• Required action: This exercise calls for a copy of every line in the listing below that carries the word "with".

(Dataset begins)

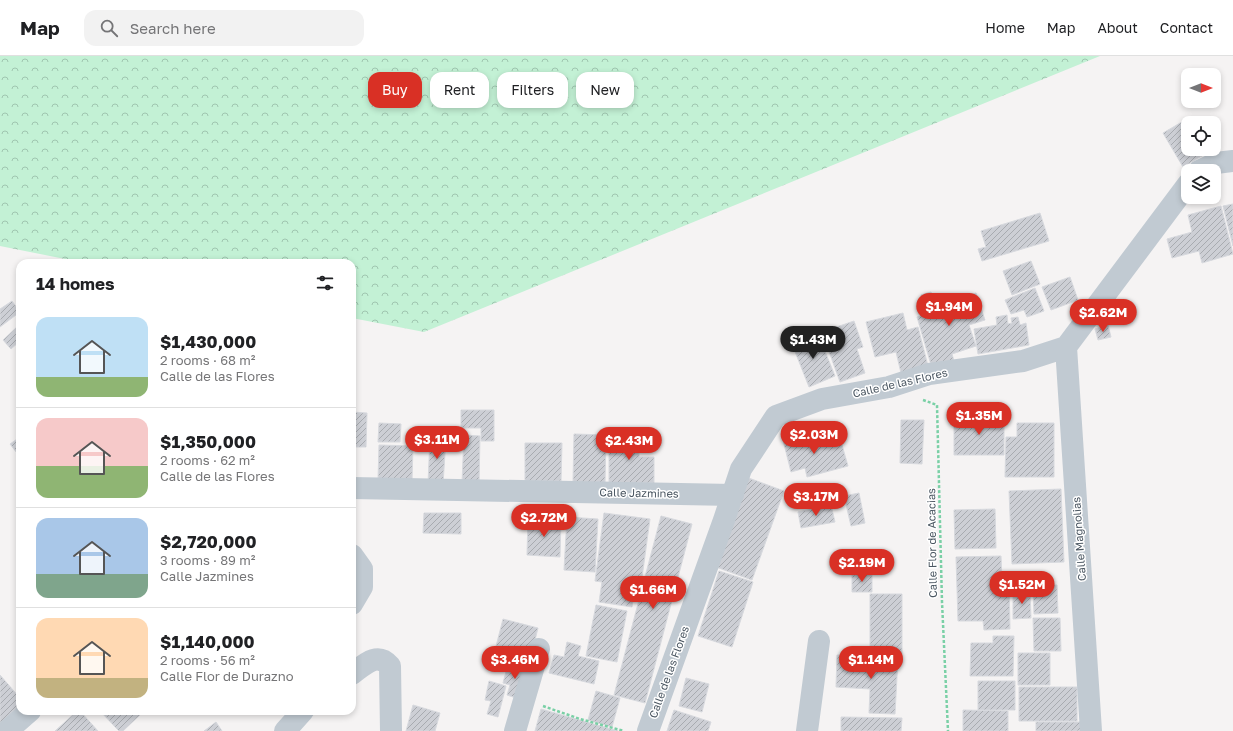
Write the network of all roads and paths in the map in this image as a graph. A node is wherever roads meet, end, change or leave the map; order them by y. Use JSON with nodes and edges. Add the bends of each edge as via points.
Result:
{"nodes":[{"id":1,"x":1233,"y":161,"type":"edge"},
{"id":2,"x":1214,"y":164,"type":"edge"},
{"id":3,"x":1181,"y":193,"type":"edge"},
{"id":4,"x":1066,"y":347,"type":"junction"},
{"id":5,"x":889,"y":387,"type":"junction"},
{"id":6,"x":356,"y":488,"type":"edge"},
{"id":7,"x":733,"y":495,"type":"junction"},
{"id":8,"x":356,"y":561,"type":"edge"},
{"id":9,"x":356,"y":597,"type":"edge"},
{"id":10,"x":819,"y":641,"type":"dead end"},
{"id":11,"x":539,"y":648,"type":"dead end"},
{"id":12,"x":356,"y":671,"type":"edge"},
{"id":13,"x":524,"y":699,"type":"junction"},
{"id":14,"x":25,"y":715,"type":"edge"},
{"id":15,"x":299,"y":715,"type":"edge"},
{"id":16,"x":7,"y":731,"type":"edge"},
{"id":17,"x":285,"y":731,"type":"edge"},
{"id":18,"x":391,"y":731,"type":"edge"},
{"id":19,"x":515,"y":731,"type":"edge"},
{"id":20,"x":624,"y":731,"type":"edge"},
{"id":21,"x":648,"y":731,"type":"edge"},
{"id":22,"x":808,"y":731,"type":"edge"},
{"id":23,"x":948,"y":731,"type":"edge"},
{"id":24,"x":1091,"y":731,"type":"edge"}],
"edges":[{"from":1,"to":2,"type":"street"},
{"from":3,"to":4,"type":"street"},
{"from":4,"to":5,"type":"street","name":"Calle de las Flores","via":[[1023,361],[929,374]]},
{"from":4,"to":24,"type":"street","name":"Calle Magnolias"},
{"from":5,"to":7,"type":"street","name":"Calle de las Flores","via":[[822,399],[776,416],[742,469]]},
{"from":5,"to":23,"type":"path","name":"Calle Flor de Acacias","via":[[937,405]]},
{"from":6,"to":7,"type":"street","name":"Calle Jazmines"},
{"from":7,"to":21,"type":"street","name":"Calle de las Flores"},
{"from":8,"to":9,"type":"street","via":[[362,569],[362,587]]},
{"from":10,"to":22,"type":"street"},
{"from":11,"to":13,"type":"street"},
{"from":12,"to":18,"type":"street","via":[[369,660],[381,659],[390,666]]},
{"from":13,"to":19,"type":"street"},
{"from":13,"to":20,"type":"path"},
{"from":14,"to":16,"type":"street"},
{"from":15,"to":17,"type":"street"}]}
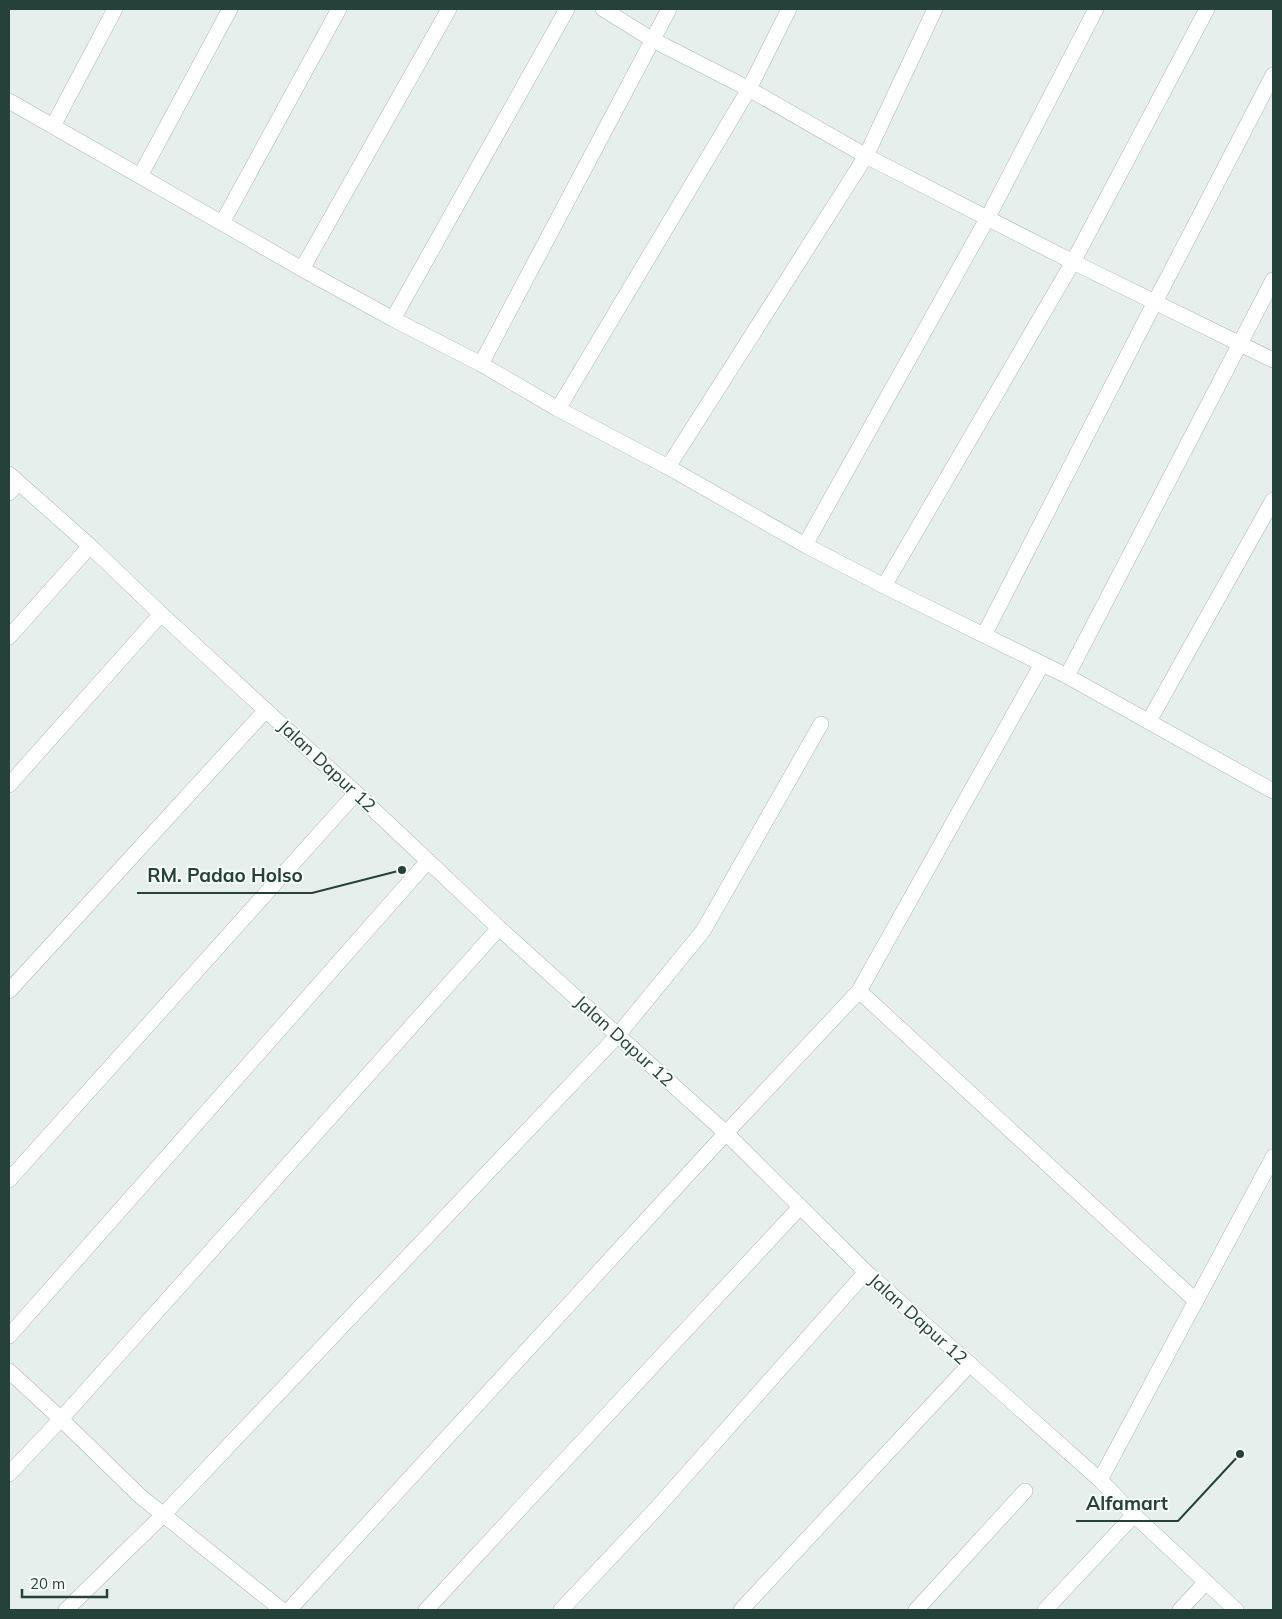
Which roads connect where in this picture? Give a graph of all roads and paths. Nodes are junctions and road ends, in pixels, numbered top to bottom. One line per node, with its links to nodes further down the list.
1 (115, 9): 16 (street)
2 (230, 9): 18 (street)
3 (339, 9): 20 (street)
4 (449, 9): 22 (street)
5 (567, 9): 25 (street)
6 (603, 9): 12 (street)
7 (669, 9): 12 (street)
8 (789, 9): 14 (street)
9 (935, 9): 17 (street)
10 (1096, 9): 19 (street)
11 (1207, 9): 21 (street)
12 (653, 40): 14 (street); 28 (street)
13 (1273, 76): 24 (street)
14 (749, 88): 17 (street); 29 (street)
15 (9, 100): 16 (street)
16 (53, 126): 18 (street)
17 (866, 156): 19 (street); 30 (street)
18 (140, 176): 20 (street)
19 (986, 219): 21 (street); 33 (street)
20 (222, 223): 22 (street)
21 (1073, 262): 24 (street); 35 (street)
22 (302, 269): 25 (street)
23 (1273, 280): 26 (street)
24 (1154, 302): 26 (street); 37 (street)
25 (393, 319): 28 (street)
26 (1240, 342): 27 (street); 40 (street)
27 (1273, 360)
28 (481, 364): 29 (street)
29 (558, 409): 30 (street)
30 (668, 467): 33 (street)
31 (12, 483): 34 (street, Jalan Dapur 12)
32 (1273, 500): 42 (street)
33 (805, 545): 35 (street)
34 (90, 546): 36 (street, Jalan Dapur 12); 38 (street)
35 (884, 586): 37 (street)
36 (161, 614): 41 (street, Jalan Dapur 12); 44 (street)
37 (984, 635): 39 (street)
38 (9, 637)
39 (1042, 664): 40 (street); 50 (street)
40 (1067, 676): 42 (street)
41 (266, 710): 46 (street, Jalan Dapur 12); 49 (street)
42 (1149, 721): 45 (street)
43 (821, 724): 51 (street)
44 (9, 784)
45 (1273, 791)
46 (356, 793): 47 (street, Jalan Dapur 12); 54 (street)
47 (428, 861): 48 (street, Jalan Dapur 12); 58 (street)
48 (499, 928): 51 (street, Jalan Dapur 12); 61 (street)
49 (9, 991)
50 (859, 991): 52 (street); 57 (street)
51 (618, 1035): 52 (street, Jalan Dapur 12); 65 (street)
52 (726, 1133): 55 (street, Jalan Dapur 12); 70 (street)
53 (1273, 1157): 57 (street)
54 (9, 1180)
55 (800, 1207): 56 (street, Jalan Dapur 12); 71 (street)
56 (866, 1272): 59 (street, Jalan Dapur 12); 72 (street)
57 (1196, 1301): 63 (street)
58 (9, 1336)
59 (970, 1364): 63 (street, Jalan Dapur 12); 73 (street)
60 (9, 1371): 61 (street)
61 (61, 1418): 62 (street); 65 (street)
62 (9, 1474)
63 (1100, 1480): 66 (street, Jalan Dapur 12)
64 (1025, 1491): 74 (street)
65 (164, 1514): 68 (street); 69 (street)
66 (1134, 1515): 67 (street, Jalan Dapur 12); 75 (street)
67 (1205, 1583): 76 (street); 77 (street, Jalan Dapur 12)
68 (66, 1610)
69 (282, 1610)
70 (289, 1610)
71 (426, 1610)
72 (561, 1610)
73 (741, 1610)
74 (916, 1610)
75 (1045, 1610)
76 (1180, 1610)
77 (1236, 1610)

(Dataset ends)

• Answer area:
Write the network of all roads and paths in the map in this image as a graph. A node is wherever roads meet, end, change or leave the map; order them by y. Use JSON with nodes and edges. Add the bends of each edge as via points.
Which roads connect where in this picture? Give a graph of all roads and paths. Nodes are junctions and road ends, in pixels, numbered top to bottom. One line per node, with its links to nodes further down the list.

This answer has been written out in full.